Lilblue Linux: release 20140218

I just pushed out a new release of Lilblue Linux 20140218 [1] which you can download from any Gentoo mirror [2].  For those of you who don’t know, Lilblue Linux is a security-enhanced fully featured XFCE4 desktop system for amd64.  It is built with Gentoo’s hardened toolchain [3] and uses Gentoo’s hardened-sources for the kernel which include the Grsec/PaX patches [4] for added security.  Lilblue Linux really is Gentoo, so the name is a bit pretentious, but there is one important and interesting twist: it is built using uClibc [5] as its standard C library rather than glibc, giving it some advantages of an embedded system, such as speed.
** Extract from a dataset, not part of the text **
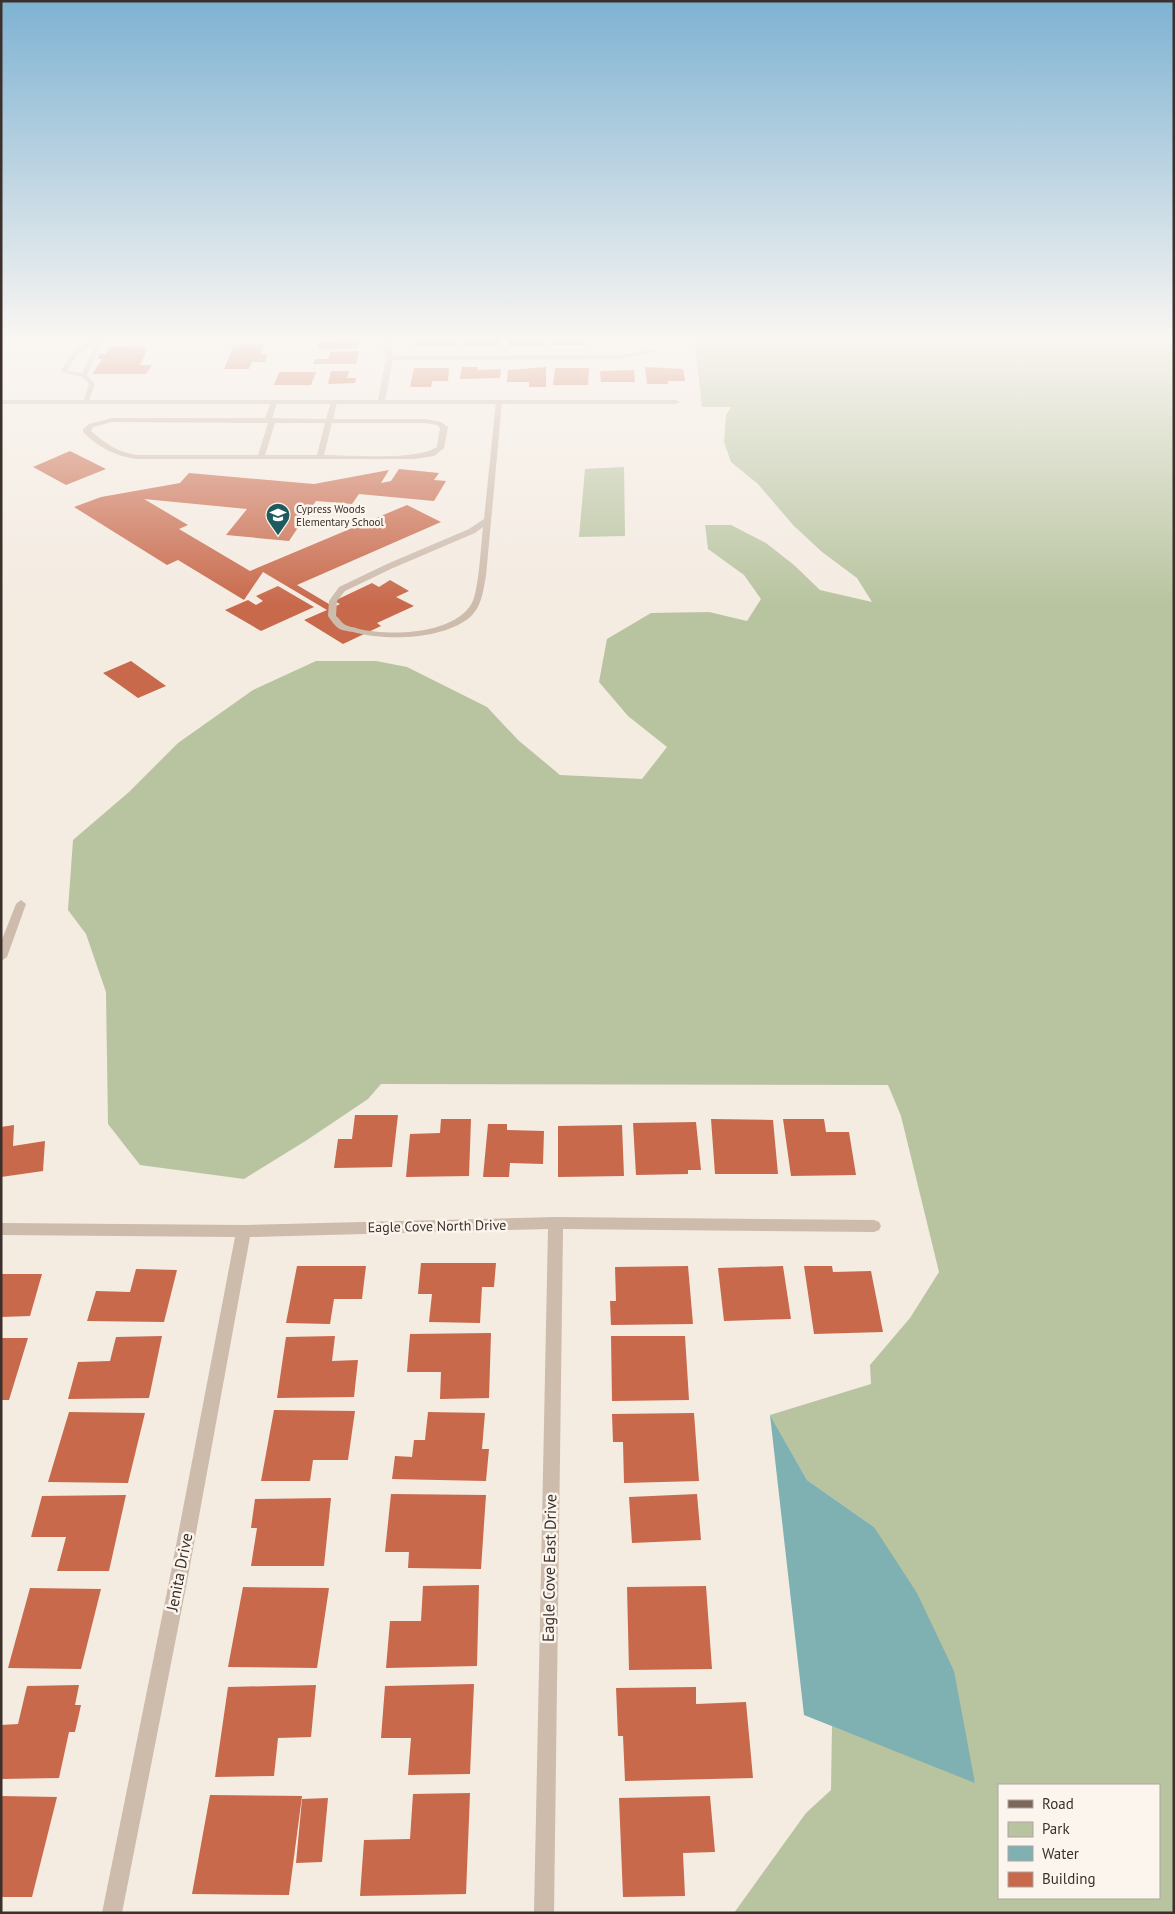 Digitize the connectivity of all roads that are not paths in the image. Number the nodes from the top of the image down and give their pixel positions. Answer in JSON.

Release 20140218 is primarily a maintenance release in which I updated all the packages so as to sync up with maintream Gentoo’s stable amd64 set.  I didn’t touch the toolchain since there was no pressing need, but I did update the kernel to hardened-sources-3.12.6.  There were no known major security issue nor major bugs in the previous release.  But, there was a lot of package flux, with lots of fixes that resolved some annoying issues which plagued the earlier release.  One such annoyance was SMPlayer that used to open up a second window to play a video rather than rendering it in the main window.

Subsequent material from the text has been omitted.